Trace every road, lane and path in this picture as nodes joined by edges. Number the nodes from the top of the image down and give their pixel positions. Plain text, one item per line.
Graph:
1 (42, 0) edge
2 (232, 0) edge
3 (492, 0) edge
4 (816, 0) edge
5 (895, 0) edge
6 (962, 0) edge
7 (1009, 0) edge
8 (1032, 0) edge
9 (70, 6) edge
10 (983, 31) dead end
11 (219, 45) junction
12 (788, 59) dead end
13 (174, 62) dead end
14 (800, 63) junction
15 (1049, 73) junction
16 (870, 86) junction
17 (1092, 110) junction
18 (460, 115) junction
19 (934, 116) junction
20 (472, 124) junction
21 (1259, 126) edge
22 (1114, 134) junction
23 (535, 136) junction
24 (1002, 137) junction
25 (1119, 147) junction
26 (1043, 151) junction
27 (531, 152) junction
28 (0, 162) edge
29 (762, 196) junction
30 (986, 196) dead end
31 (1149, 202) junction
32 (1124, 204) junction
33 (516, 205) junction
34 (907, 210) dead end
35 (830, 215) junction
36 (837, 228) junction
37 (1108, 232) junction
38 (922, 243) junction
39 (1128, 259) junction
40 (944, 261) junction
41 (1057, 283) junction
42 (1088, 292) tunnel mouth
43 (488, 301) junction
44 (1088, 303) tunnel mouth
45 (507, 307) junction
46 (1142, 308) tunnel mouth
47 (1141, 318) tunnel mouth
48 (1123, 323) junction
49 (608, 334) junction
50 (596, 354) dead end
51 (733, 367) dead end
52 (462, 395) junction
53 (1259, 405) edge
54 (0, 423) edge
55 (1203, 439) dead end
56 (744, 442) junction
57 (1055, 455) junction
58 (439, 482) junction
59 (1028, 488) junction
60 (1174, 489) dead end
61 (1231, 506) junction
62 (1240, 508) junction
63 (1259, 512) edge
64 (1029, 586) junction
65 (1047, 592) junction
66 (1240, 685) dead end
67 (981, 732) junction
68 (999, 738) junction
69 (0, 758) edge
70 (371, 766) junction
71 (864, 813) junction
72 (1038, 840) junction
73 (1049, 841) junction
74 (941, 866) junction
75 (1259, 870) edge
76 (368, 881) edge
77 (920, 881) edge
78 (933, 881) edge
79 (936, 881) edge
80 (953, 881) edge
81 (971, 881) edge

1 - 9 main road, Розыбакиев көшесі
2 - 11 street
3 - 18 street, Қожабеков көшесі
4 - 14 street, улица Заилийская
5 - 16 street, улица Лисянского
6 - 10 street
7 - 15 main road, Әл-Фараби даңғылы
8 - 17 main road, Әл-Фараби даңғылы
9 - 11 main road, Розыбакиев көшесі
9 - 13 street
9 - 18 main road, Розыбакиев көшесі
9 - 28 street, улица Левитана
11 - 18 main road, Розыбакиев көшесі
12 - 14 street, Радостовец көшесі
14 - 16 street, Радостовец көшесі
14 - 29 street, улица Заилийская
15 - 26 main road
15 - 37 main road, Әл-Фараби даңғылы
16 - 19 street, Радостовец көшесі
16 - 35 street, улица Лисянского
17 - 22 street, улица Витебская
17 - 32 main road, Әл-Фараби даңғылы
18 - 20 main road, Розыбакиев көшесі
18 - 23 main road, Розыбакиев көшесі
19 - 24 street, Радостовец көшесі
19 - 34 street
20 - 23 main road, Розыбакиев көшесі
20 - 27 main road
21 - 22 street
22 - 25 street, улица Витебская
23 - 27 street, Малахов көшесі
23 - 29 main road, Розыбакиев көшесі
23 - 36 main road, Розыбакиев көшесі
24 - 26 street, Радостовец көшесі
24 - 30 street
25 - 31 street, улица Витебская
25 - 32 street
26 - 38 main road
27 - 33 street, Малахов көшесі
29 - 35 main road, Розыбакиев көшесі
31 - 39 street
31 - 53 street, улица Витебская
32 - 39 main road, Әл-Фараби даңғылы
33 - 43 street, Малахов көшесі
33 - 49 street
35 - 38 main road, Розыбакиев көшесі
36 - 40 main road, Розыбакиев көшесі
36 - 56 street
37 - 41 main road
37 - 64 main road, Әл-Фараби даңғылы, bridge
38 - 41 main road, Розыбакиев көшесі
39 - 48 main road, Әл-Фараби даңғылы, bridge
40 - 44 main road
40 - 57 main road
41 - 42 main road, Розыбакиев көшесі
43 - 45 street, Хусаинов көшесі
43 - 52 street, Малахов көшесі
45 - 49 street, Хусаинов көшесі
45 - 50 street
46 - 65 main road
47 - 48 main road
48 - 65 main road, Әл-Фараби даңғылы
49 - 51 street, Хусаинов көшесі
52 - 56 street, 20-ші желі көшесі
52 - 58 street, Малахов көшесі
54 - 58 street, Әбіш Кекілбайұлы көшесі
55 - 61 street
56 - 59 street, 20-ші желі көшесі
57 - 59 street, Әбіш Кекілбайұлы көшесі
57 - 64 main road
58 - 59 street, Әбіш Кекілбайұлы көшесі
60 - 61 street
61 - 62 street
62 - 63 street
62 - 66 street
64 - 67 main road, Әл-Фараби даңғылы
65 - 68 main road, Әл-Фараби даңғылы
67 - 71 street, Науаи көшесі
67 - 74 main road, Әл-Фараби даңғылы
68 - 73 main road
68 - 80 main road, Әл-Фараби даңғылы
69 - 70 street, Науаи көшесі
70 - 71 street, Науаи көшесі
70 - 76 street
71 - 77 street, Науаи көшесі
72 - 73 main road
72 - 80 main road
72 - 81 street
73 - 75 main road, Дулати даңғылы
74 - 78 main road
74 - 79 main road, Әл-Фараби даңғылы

■ ■ ■ ■ ■

• [What is needed]: What do the records say? Quote them all exactly.

• [Reply to the exercise]:
Trace every road, lane and path in this picture as nodes joined by edges. Number the nodes from the top of the image down and give their pixel positions. Plain text, one item per line.
Graph:
1 (42, 0) edge
2 (232, 0) edge
3 (492, 0) edge
4 (816, 0) edge
5 (895, 0) edge
6 (962, 0) edge
7 (1009, 0) edge
8 (1032, 0) edge
9 (70, 6) edge
10 (983, 31) dead end
11 (219, 45) junction
12 (788, 59) dead end
13 (174, 62) dead end
14 (800, 63) junction
15 (1049, 73) junction
16 (870, 86) junction
17 (1092, 110) junction
18 (460, 115) junction
19 (934, 116) junction
20 (472, 124) junction
21 (1259, 126) edge
22 (1114, 134) junction
23 (535, 136) junction
24 (1002, 137) junction
25 (1119, 147) junction
26 (1043, 151) junction
27 (531, 152) junction
28 (0, 162) edge
29 (762, 196) junction
30 (986, 196) dead end
31 (1149, 202) junction
32 (1124, 204) junction
33 (516, 205) junction
34 (907, 210) dead end
35 (830, 215) junction
36 (837, 228) junction
37 (1108, 232) junction
38 (922, 243) junction
39 (1128, 259) junction
40 (944, 261) junction
41 (1057, 283) junction
42 (1088, 292) tunnel mouth
43 (488, 301) junction
44 (1088, 303) tunnel mouth
45 (507, 307) junction
46 (1142, 308) tunnel mouth
47 (1141, 318) tunnel mouth
48 (1123, 323) junction
49 (608, 334) junction
50 (596, 354) dead end
51 (733, 367) dead end
52 (462, 395) junction
53 (1259, 405) edge
54 (0, 423) edge
55 (1203, 439) dead end
56 (744, 442) junction
57 (1055, 455) junction
58 (439, 482) junction
59 (1028, 488) junction
60 (1174, 489) dead end
61 (1231, 506) junction
62 (1240, 508) junction
63 (1259, 512) edge
64 (1029, 586) junction
65 (1047, 592) junction
66 (1240, 685) dead end
67 (981, 732) junction
68 (999, 738) junction
69 (0, 758) edge
70 (371, 766) junction
71 (864, 813) junction
72 (1038, 840) junction
73 (1049, 841) junction
74 (941, 866) junction
75 (1259, 870) edge
76 (368, 881) edge
77 (920, 881) edge
78 (933, 881) edge
79 (936, 881) edge
80 (953, 881) edge
81 (971, 881) edge

1 - 9 main road, Розыбакиев көшесі
2 - 11 street
3 - 18 street, Қожабеков көшесі
4 - 14 street, улица Заилийская
5 - 16 street, улица Лисянского
6 - 10 street
7 - 15 main road, Әл-Фараби даңғылы
8 - 17 main road, Әл-Фараби даңғылы
9 - 11 main road, Розыбакиев көшесі
9 - 13 street
9 - 18 main road, Розыбакиев көшесі
9 - 28 street, улица Левитана
11 - 18 main road, Розыбакиев көшесі
12 - 14 street, Радостовец көшесі
14 - 16 street, Радостовец көшесі
14 - 29 street, улица Заилийская
15 - 26 main road
15 - 37 main road, Әл-Фараби даңғылы
16 - 19 street, Радостовец көшесі
16 - 35 street, улица Лисянского
17 - 22 street, улица Витебская
17 - 32 main road, Әл-Фараби даңғылы
18 - 20 main road, Розыбакиев көшесі
18 - 23 main road, Розыбакиев көшесі
19 - 24 street, Радостовец көшесі
19 - 34 street
20 - 23 main road, Розыбакиев көшесі
20 - 27 main road
21 - 22 street
22 - 25 street, улица Витебская
23 - 27 street, Малахов көшесі
23 - 29 main road, Розыбакиев көшесі
23 - 36 main road, Розыбакиев көшесі
24 - 26 street, Радостовец көшесі
24 - 30 street
25 - 31 street, улица Витебская
25 - 32 street
26 - 38 main road
27 - 33 street, Малахов көшесі
29 - 35 main road, Розыбакиев көшесі
31 - 39 street
31 - 53 street, улица Витебская
32 - 39 main road, Әл-Фараби даңғылы
33 - 43 street, Малахов көшесі
33 - 49 street
35 - 38 main road, Розыбакиев көшесі
36 - 40 main road, Розыбакиев көшесі
36 - 56 street
37 - 41 main road
37 - 64 main road, Әл-Фараби даңғылы, bridge
38 - 41 main road, Розыбакиев көшесі
39 - 48 main road, Әл-Фараби даңғылы, bridge
40 - 44 main road
40 - 57 main road
41 - 42 main road, Розыбакиев көшесі
43 - 45 street, Хусаинов көшесі
43 - 52 street, Малахов көшесі
45 - 49 street, Хусаинов көшесі
45 - 50 street
46 - 65 main road
47 - 48 main road
48 - 65 main road, Әл-Фараби даңғылы
49 - 51 street, Хусаинов көшесі
52 - 56 street, 20-ші желі көшесі
52 - 58 street, Малахов көшесі
54 - 58 street, Әбіш Кекілбайұлы көшесі
55 - 61 street
56 - 59 street, 20-ші желі көшесі
57 - 59 street, Әбіш Кекілбайұлы көшесі
57 - 64 main road
58 - 59 street, Әбіш Кекілбайұлы көшесі
60 - 61 street
61 - 62 street
62 - 63 street
62 - 66 street
64 - 67 main road, Әл-Фараби даңғылы
65 - 68 main road, Әл-Фараби даңғылы
67 - 71 street, Науаи көшесі
67 - 74 main road, Әл-Фараби даңғылы
68 - 73 main road
68 - 80 main road, Әл-Фараби даңғылы
69 - 70 street, Науаи көшесі
70 - 71 street, Науаи көшесі
70 - 76 street
71 - 77 street, Науаи көшесі
72 - 73 main road
72 - 80 main road
72 - 81 street
73 - 75 main road, Дулати даңғылы
74 - 78 main road
74 - 79 main road, Әл-Фараби даңғылы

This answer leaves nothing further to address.